De Paris a Bom Despacho – a poesia universal de Itamar de Oliveira
JACINTO GUERRA* Especial para Revista Nós Fora dos Eixos
Na louvação que dirige a uma de suas musas, o poeta faz uma declaração de amor: “O brilho de seu olhar deve ser compartilhado no céu, na terra e no mar – e o seu sorriso deve ser repartido com gregos e troianos, dividido com os deuses e os humanos”.
Com este micro-poema que transformei em prosa, o professor e jornalista Itamar de Oliveira abre, com luminosidade, as páginas de seu livro Fogo Amigo (Editora Libertas, Belo Horizonte, 2006), agradável surpresa literária que ainda não chegou às livrarias, bibliotecas e salas de leitura.
Até o momento, o novo livro do Brasinha é uma raridade da nossa literatura, também pela sua originalidade cheia de beleza e pelo calor humano de sua mensagem solidária.
No entanto, a poesia desse mineiro – que veio das águas e terras do Lambari e do São Francisco – acaba de chegar às mãos e aos olhos de alguns leitores privilegiados (em Minas Gerais e outras províncias do mundo), antes de alcançar o grande público que merece conhecer e compartilhar com o jornalista-poeta “Tudo de bom / Tudo de puro / Que tiraremos do escuro / Para celebrar a luz”.
Natural da mineiríssima Bom Despacho, a cidade da Senhora do Sol, Itamar é um tipo muito raro de escritor e homem público.
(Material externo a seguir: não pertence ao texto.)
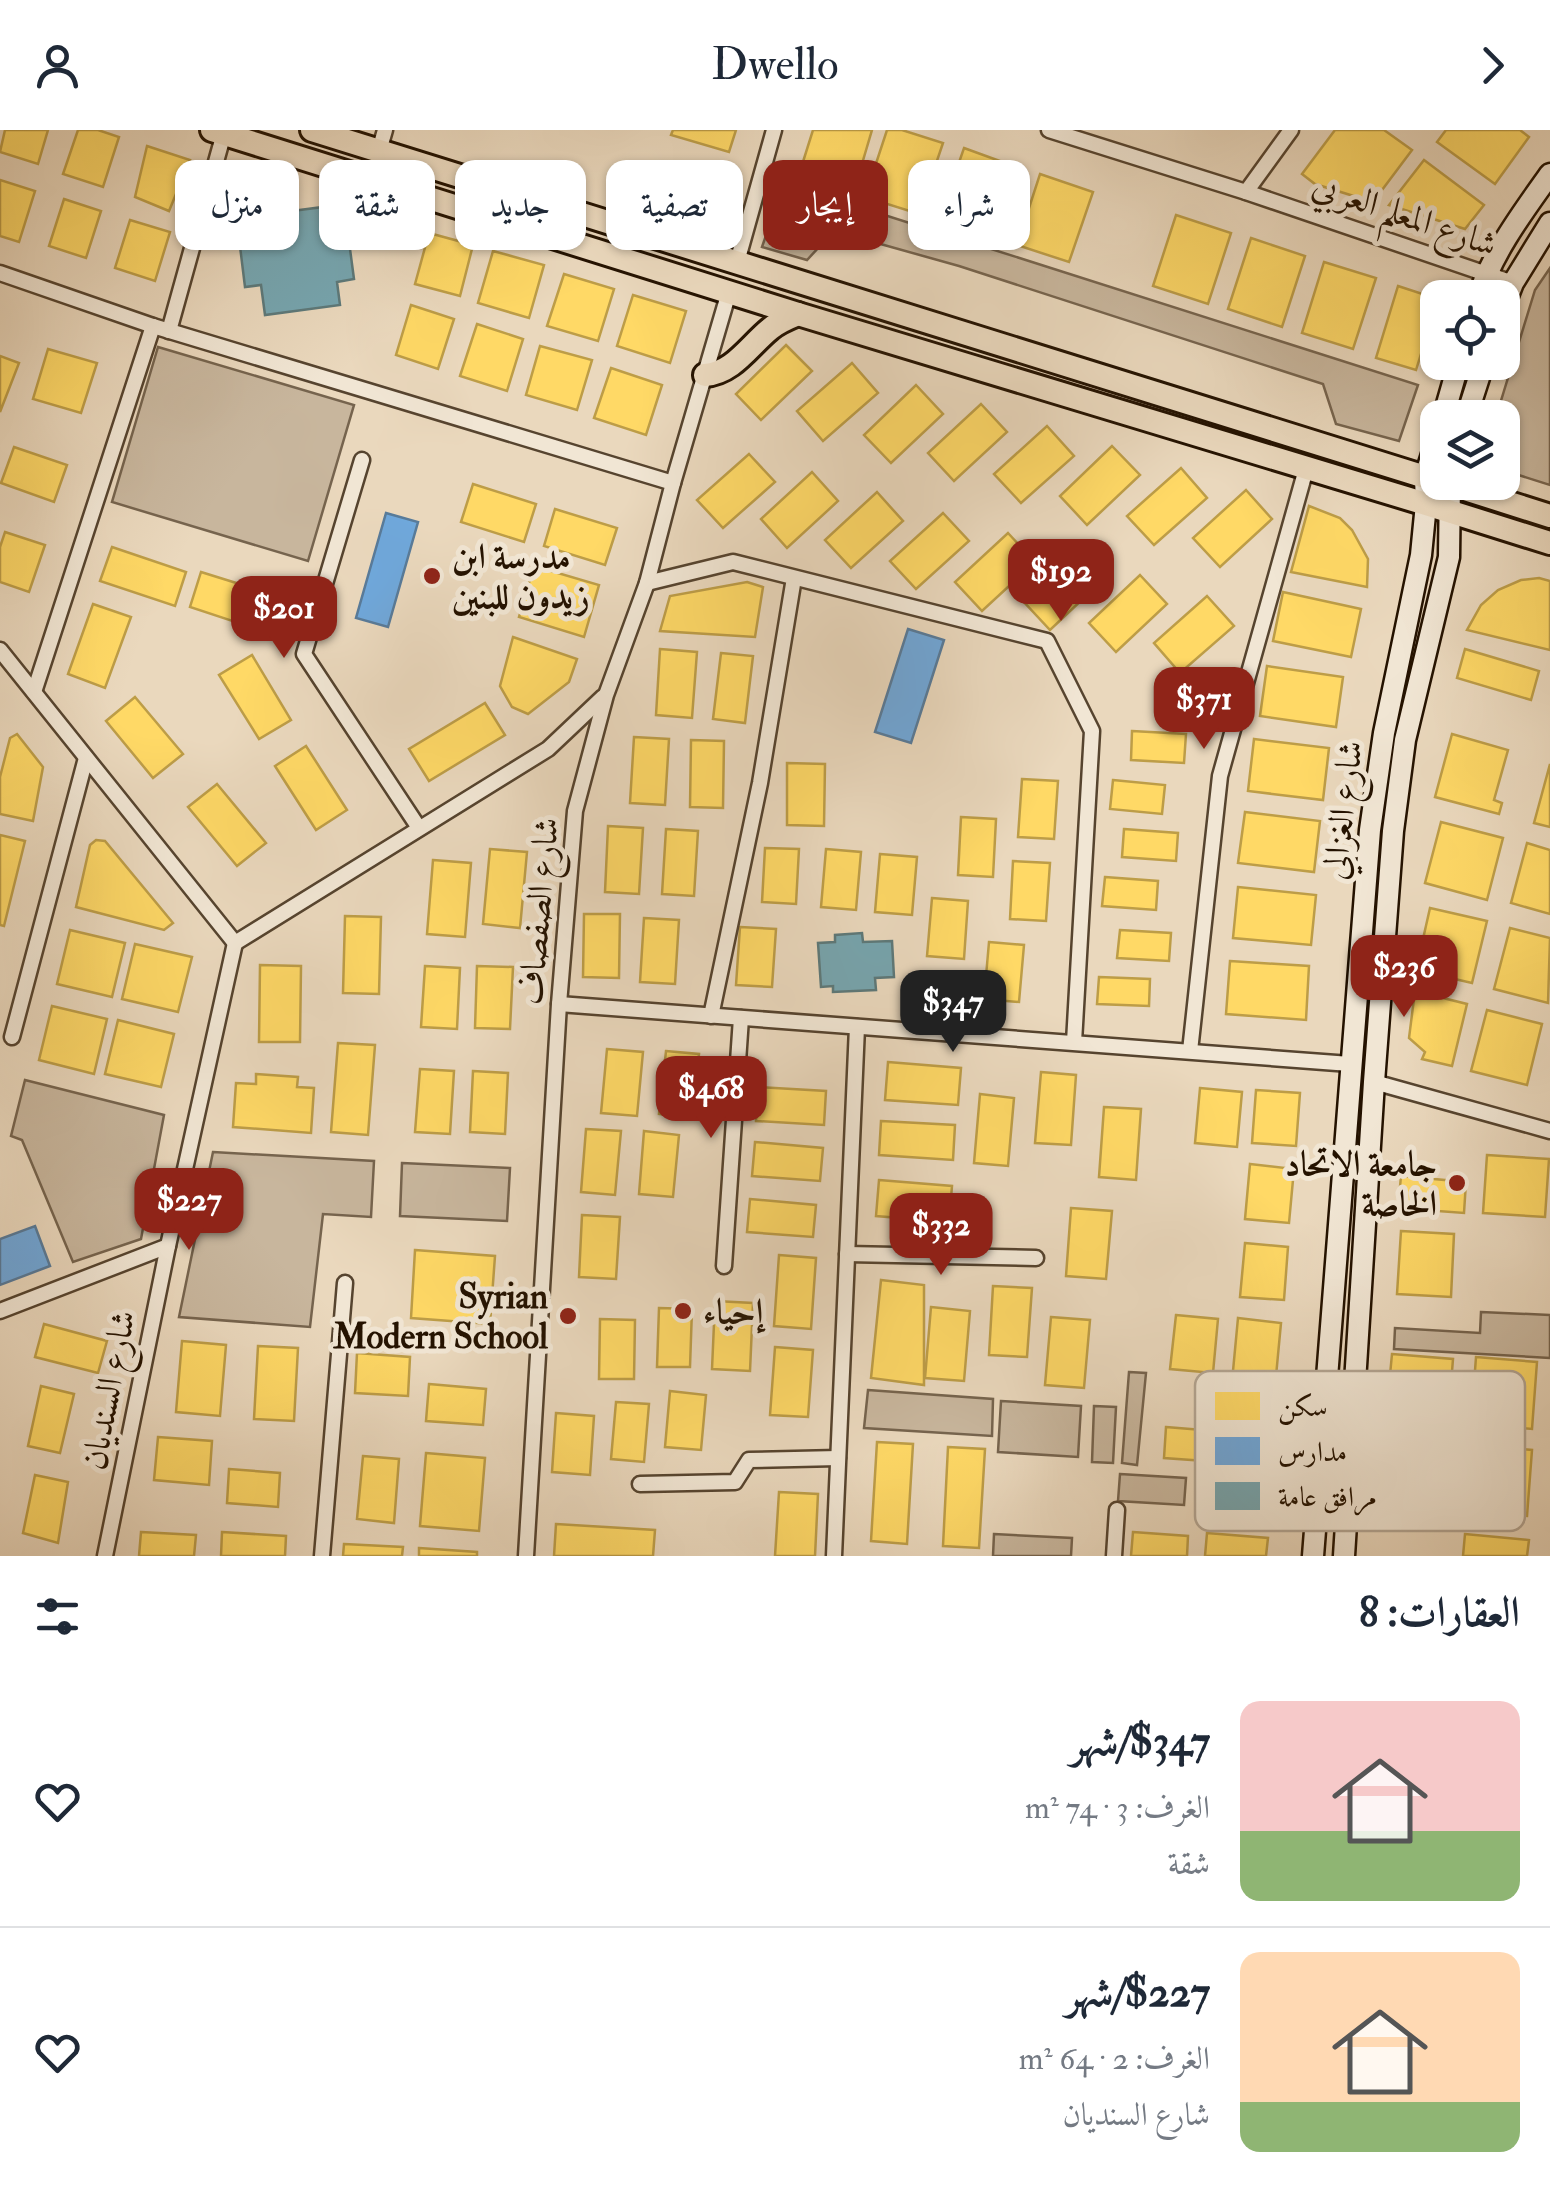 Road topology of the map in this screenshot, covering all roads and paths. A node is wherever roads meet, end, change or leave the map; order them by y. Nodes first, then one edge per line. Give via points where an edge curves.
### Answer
1 (312, 130) edge
2 (774, 130) edge
3 (1049, 130) edge
4 (1290, 130) edge
5 (218, 132) edge
6 (382, 140) edge
7 (1550, 174) edge
8 (1246, 192) junction
9 (1550, 222) edge
10 (738, 262) junction
11 (0, 273) edge
12 (1486, 274) junction
13 (1484, 280) edge
14 (1503, 280) edge
15 (1514, 280) edge
16 (729, 292) junction
17 (798, 314) junction
18 (153, 326) junction
19 (169, 331) junction
20 (705, 374) junction
21 (362, 460) dead end
22 (1306, 469) junction
23 (1420, 475) edge
24 (673, 483) junction
25 (1429, 500) edge
26 (1446, 500) edge
27 (1499, 500) edge
28 (1426, 504) junction
29 (1450, 512) junction
30 (1550, 516) edge
31 (1550, 543) edge
32 (794, 578) junction
33 (647, 583) junction
34 (0, 650) edge
35 (34, 692) junction
36 (606, 695) junction
37 (86, 758) junction
38 (419, 828) junction
39 (235, 943) junction
40 (558, 1004) junction
41 (711, 1016) junction
42 (741, 1018) junction
43 (856, 1026) junction
44 (12, 1037) dead end
45 (1074, 1042) junction
46 (1190, 1051) junction
47 (1350, 1064) junction
48 (1374, 1082) junction
49 (1550, 1131) edge
50 (168, 1246) junction
51 (847, 1254) junction
52 (1036, 1258) dead end
53 (724, 1266) dead end
54 (345, 1283) dead end
55 (0, 1312) edge
56 (1327, 1371) edge
57 (1356, 1371) edge
58 (838, 1458) junction
59 (640, 1484) dead end
60 (1117, 1510) dead end
61 (1315, 1531) edge
62 (1346, 1531) edge
63 (105, 1556) edge
64 (322, 1556) edge
65 (526, 1556) edge
66 (834, 1556) edge
67 (1114, 1556) edge
68 (1313, 1556) edge
69 (1344, 1556) edge

1 - 6 main road
2 - 10 street
3 - 8 street, شارع المعلم العربي
4 - 8 street
5 - 16 main road
5 - 19 street
6 - 10 main road
7 - 12 main road
8 - 12 street, شارع المعلم العربي
9 - 15 main road
10 - 23 main road
11 - 18 street
12 - 13 main road
12 - 14 street, شارع المعلم العربي
16 - 17 main road
16 - 20 street, شارع الصفصاف
17 - 20 main road via 767,331 728,368
17 - 22 main road
18 - 19 street
18 - 35 street
19 - 24 street
20 - 24 street, شارع الصفصاف
21 - 38 street via 304,654
22 - 28 main road
22 - 46 street via 1220,776
24 - 33 street, شارع الصفصاف
25 - 28 main road, شارع الغزالي
26 - 29 main road, شارع الغزالي
27 - 30 main road
28 - 29 main road
28 - 47 main road, شارع الغزالي via 1370,830
29 - 31 main road
29 - 48 main road, شارع الغزالي via 1449,556 1393,831
32 - 33 street via 733,562
32 - 41 street
32 - 45 street via 1047,641 1092,731
33 - 36 street, شارع الصفصاف
34 - 35 street
35 - 37 street
36 - 38 street via 548,749
36 - 40 street, شارع الصفصاف via 575,811
37 - 39 street
37 - 44 street
38 - 39 street
39 - 50 street, شارع السنديان
40 - 41 street
40 - 65 street, شارع الصفصاف
41 - 42 street
42 - 43 street
42 - 53 street
43 - 45 street
43 - 51 street
45 - 46 street
46 - 47 street
47 - 56 main road, شارع الغزالي
48 - 49 street
48 - 57 main road, شارع الغزالي
50 - 55 street
50 - 63 street, شارع السنديان
51 - 52 street
51 - 58 street
54 - 64 street
58 - 59 street via 748,1460 734,1482
58 - 66 street
60 - 67 street
61 - 68 main road, شارع الغزالي
62 - 69 main road, شارع الغزالي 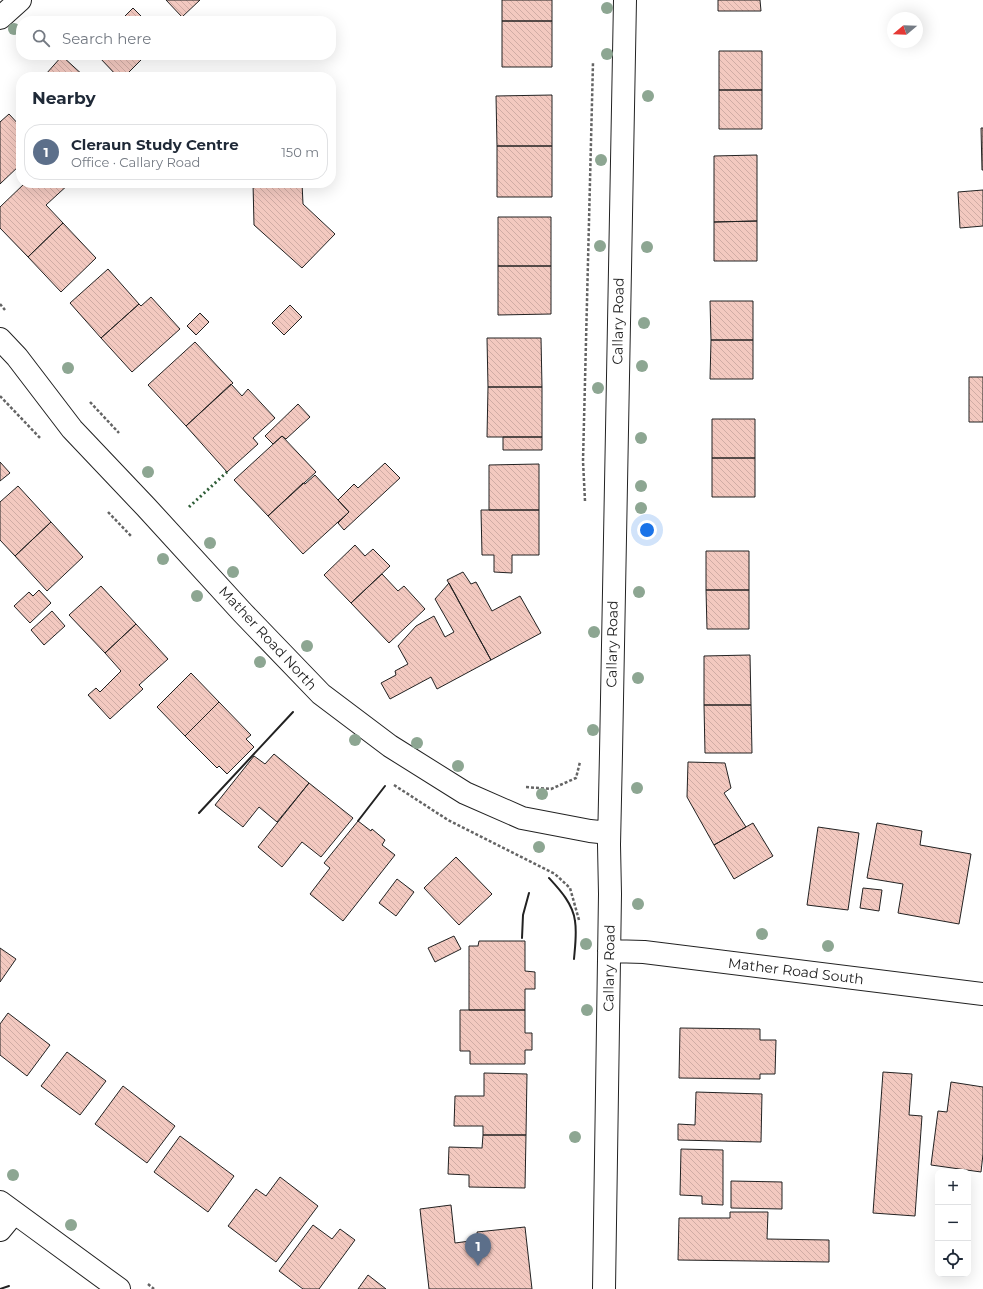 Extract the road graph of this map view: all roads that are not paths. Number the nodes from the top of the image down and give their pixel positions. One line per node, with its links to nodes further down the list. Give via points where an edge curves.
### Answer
1 (20, 0): 3 (street)
2 (625, 0): 5 (street, Callary Road)
3 (0, 18)
4 (0, 339): 5 (street, Mather Road North, via 17,357 72,429 321,694 390,746 465,793 522,818)
5 (609, 833): 6 (street, Callary Road)
6 (609, 951): 7 (street, Mather Road South, via 644,952); 11 (street, Callary Road)
7 (983, 994)
8 (7, 1208): 9 (street); 10 (street)
9 (0, 1230)
10 (119, 1289)
11 (604, 1289) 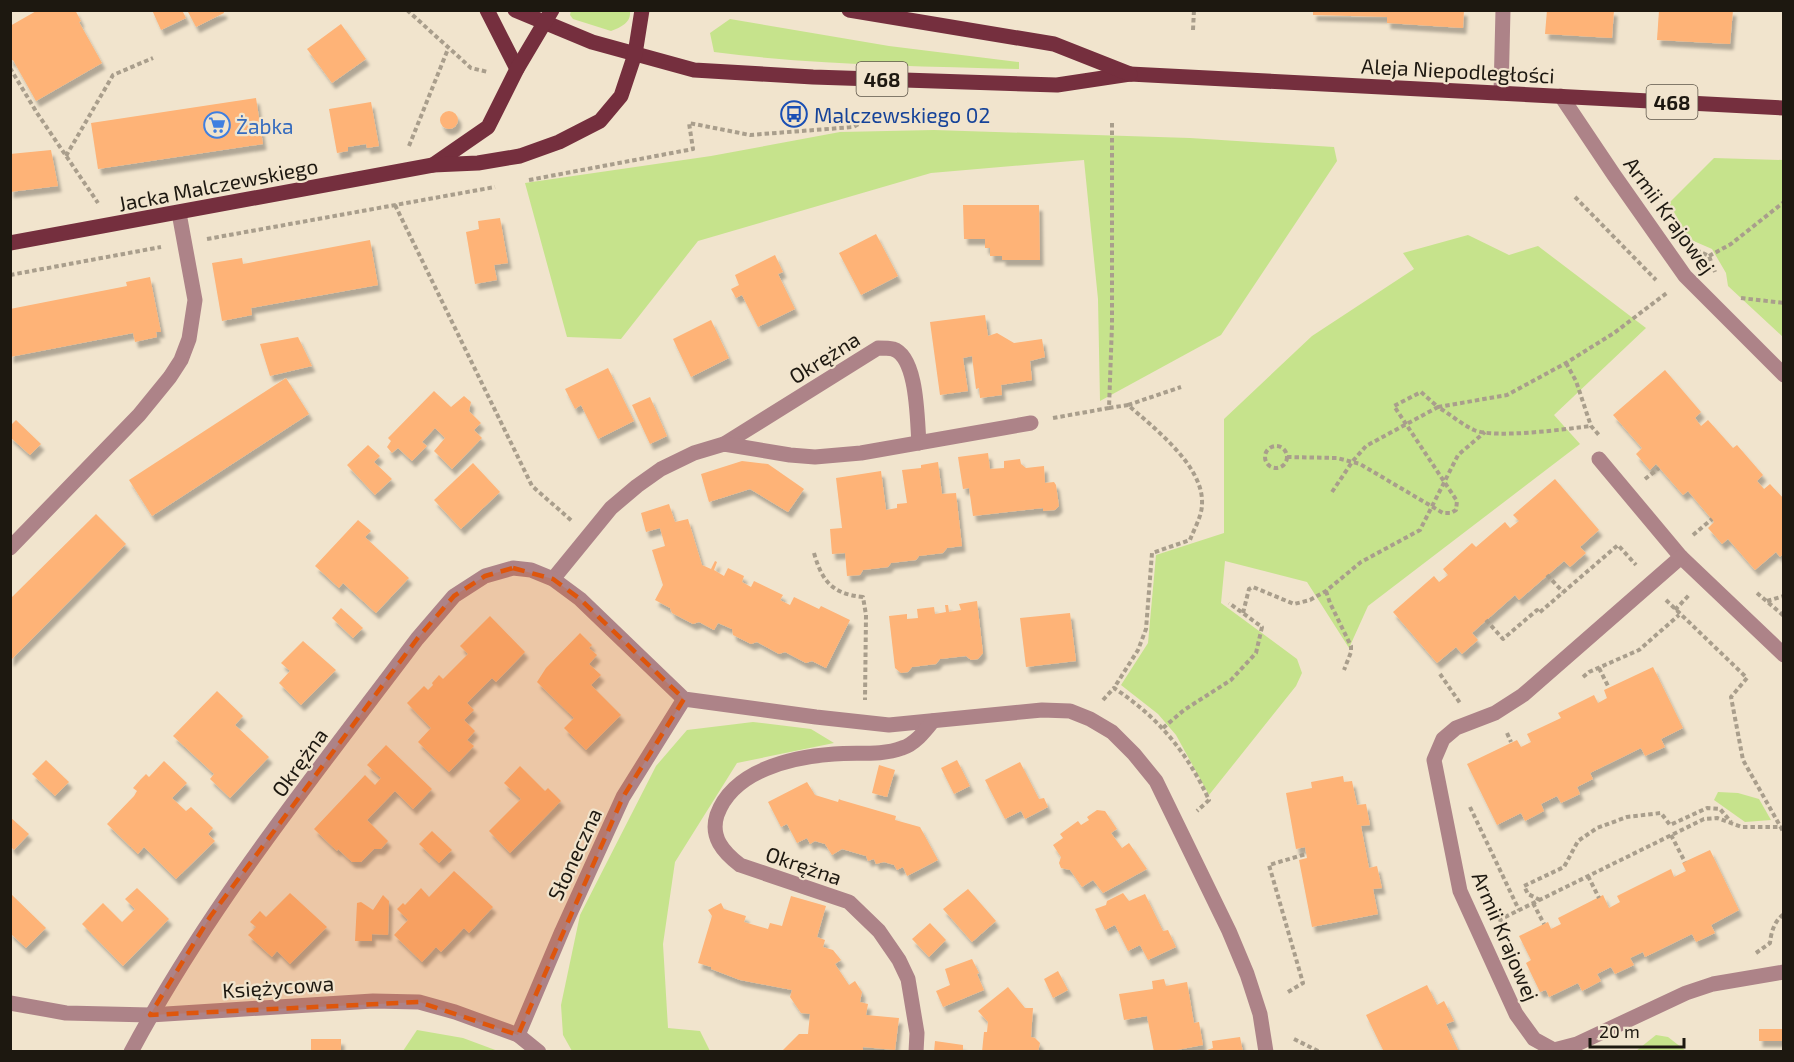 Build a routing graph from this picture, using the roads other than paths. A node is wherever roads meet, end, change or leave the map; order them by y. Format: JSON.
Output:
{"nodes":[{"id":1,"x":487,"y":10,"type":"edge"},
{"id":2,"x":514,"y":10,"type":"edge"},
{"id":3,"x":642,"y":10,"type":"edge"},
{"id":4,"x":849,"y":10,"type":"edge"},
{"id":5,"x":1503,"y":10,"type":"edge"},
{"id":6,"x":548,"y":17,"type":"edge"},
{"id":7,"x":635,"y":54,"type":"junction"},
{"id":8,"x":517,"y":69,"type":"junction"},
{"id":9,"x":1130,"y":74,"type":"junction"},
{"id":10,"x":1501,"y":93,"type":"junction"},
{"id":11,"x":1561,"y":96,"type":"junction"},
{"id":12,"x":1784,"y":108,"type":"edge"},
{"id":13,"x":433,"y":165,"type":"junction"},
{"id":14,"x":179,"y":213,"type":"junction"},
{"id":15,"x":10,"y":243,"type":"edge"},
{"id":16,"x":1784,"y":375,"type":"edge"},
{"id":17,"x":1031,"y":423,"type":"road end"},
{"id":18,"x":919,"y":442,"type":"junction"},
{"id":19,"x":724,"y":444,"type":"junction"},
{"id":20,"x":1599,"y":459,"type":"dead end"},
{"id":21,"x":10,"y":548,"type":"edge"},
{"id":22,"x":1681,"y":557,"type":"junction"},
{"id":23,"x":554,"y":579,"type":"junction"},
{"id":24,"x":1784,"y":655,"type":"edge"},
{"id":25,"x":684,"y":699,"type":"junction"},
{"id":26,"x":933,"y":721,"type":"junction"},
{"id":27,"x":1784,"y":972,"type":"edge"},
{"id":28,"x":10,"y":1003,"type":"edge"},
{"id":29,"x":150,"y":1015,"type":"junction"},
{"id":30,"x":519,"y":1035,"type":"junction"},
{"id":31,"x":131,"y":1052,"type":"edge"},
{"id":32,"x":539,"y":1052,"type":"edge"},
{"id":33,"x":916,"y":1052,"type":"edge"},
{"id":34,"x":1266,"y":1052,"type":"edge"}],
"edges":[{"from":1,"to":8,"type":"main road"},
{"from":2,"to":6,"type":"main road","name":"Aleja Niepodległości","number":"468"},
{"from":3,"to":7,"type":"main road","name":"Jacka Malczewskiego"},
{"from":4,"to":9,"type":"main road","name":"Aleja Niepodległości","number":"468"},
{"from":5,"to":10,"type":"street"},
{"from":6,"to":7,"type":"main road","name":"Aleja Niepodległości","number":"468"},
{"from":6,"to":8,"type":"main road"},
{"from":7,"to":9,"type":"main road","name":"Aleja Niepodległości","number":"468"},
{"from":7,"to":13,"type":"main road","name":"Jacka Malczewskiego"},
{"from":8,"to":13,"type":"main road","name":"Jacka Malczewskiego"},
{"from":9,"to":10,"type":"main road","name":"Aleja Niepodległości","number":"468"},
{"from":10,"to":11,"type":"main road","name":"Aleja Niepodległości","number":"468"},
{"from":11,"to":12,"type":"main road","name":"Aleja Niepodległości","number":"468"},
{"from":11,"to":16,"type":"street","name":"Armii Krajowej"},
{"from":13,"to":14,"type":"main road","name":"Jacka Malczewskiego"},
{"from":14,"to":15,"type":"main road","name":"Jacka Malczewskiego"},
{"from":14,"to":21,"type":"street"},
{"from":17,"to":18,"type":"street","name":"Okrężna"},
{"from":18,"to":19,"type":"street","name":"Okrężna"},
{"from":18,"to":19,"type":"street","name":"Okrężna"},
{"from":19,"to":23,"type":"street","name":"Okrężna"},
{"from":20,"to":22,"type":"street"},
{"from":22,"to":24,"type":"street"},
{"from":22,"to":27,"type":"street","name":"Armii Krajowej"},
{"from":23,"to":25,"type":"street","name":"Okrężna"},
{"from":23,"to":29,"type":"street","name":"Okrężna"},
{"from":25,"to":26,"type":"street"},
{"from":25,"to":30,"type":"street","name":"Słoneczna"},
{"from":26,"to":33,"type":"street","name":"Okrężna"},
{"from":26,"to":34,"type":"street"},
{"from":28,"to":29,"type":"street","name":"Księżycowa"},
{"from":29,"to":30,"type":"street","name":"Księżycowa"},
{"from":29,"to":31,"type":"street","name":"Okrężna"},
{"from":30,"to":32,"type":"street","name":"Księżycowa"}]}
Sua formação vem das fontes e das origens mais humildes de nosso povo, construindo uma biografia das mais ricas e interessantes.
Entre suas virtudes, é capaz de amar a terra natal e sua província com a mesma sensibilidade e admiração que devota aos lugares mais emblemáticos do mundo. É o caso de Paris, a capital da França, onde viveu e estudou durante muitos anos, depois de terminar o seu curso superior em Belo Horizonte, na Universidade Federal de Minas Gerais, onde fez sua carreira de professor.
Com o atirador do “Fogo Amigo”, o leitor viaja pela cultura brasileira e universal. Começa na “cidade da Senhora do Sol”, lembra de Dores do Indaiá, a prudência; de Diamantina, muita poesia; de Boa Esperança, a ternura – e de Belo Horizonte que, apesar de centenária, “grande aldeia, planejada, construída para ser capital: hoje, amanhã e sempre a nossa cidade, que trouxemos na viagem, que carregamos na bagagem”.
Mais adiante, Buenos Aires, Moscou, Praga, Montevidéu, Porto Seguro, Cuzco e outros lugares do mundo, que o poeta conheceu em suas viagens e leituras, para mostrar, com sensibilidade e beleza, aos seus leitores.
Vereador em Bom Despacho, assessor de gabinete no Governo de Minas e, depois, secretário de Indústria e Comércio de Belo Horizonte, Itamar de Oliveira prepara-se para nova e merecida conquista na vida pública, lembrando que “o poeta deve transformar a realidade em poesia”, enquanto “o político tem a obrigação de transformar a poesia em realidade”.
Com esse livro singular, quem sai ganhando é o leitor. Então, se ele conhece pequenas cidades de Minas e outras aldeias do mundo, vai nadar de braçadas no Tira-Prosão, perto de Bom Despacho, com o inesquecível prazer de uma leitura das melhores -, poesia que tem a influência benfazeja de Bandeira, Drummond, Vinicius e outros monstros sagrados de nossa literatura.
* Jacinto Guerra é professor e escritor.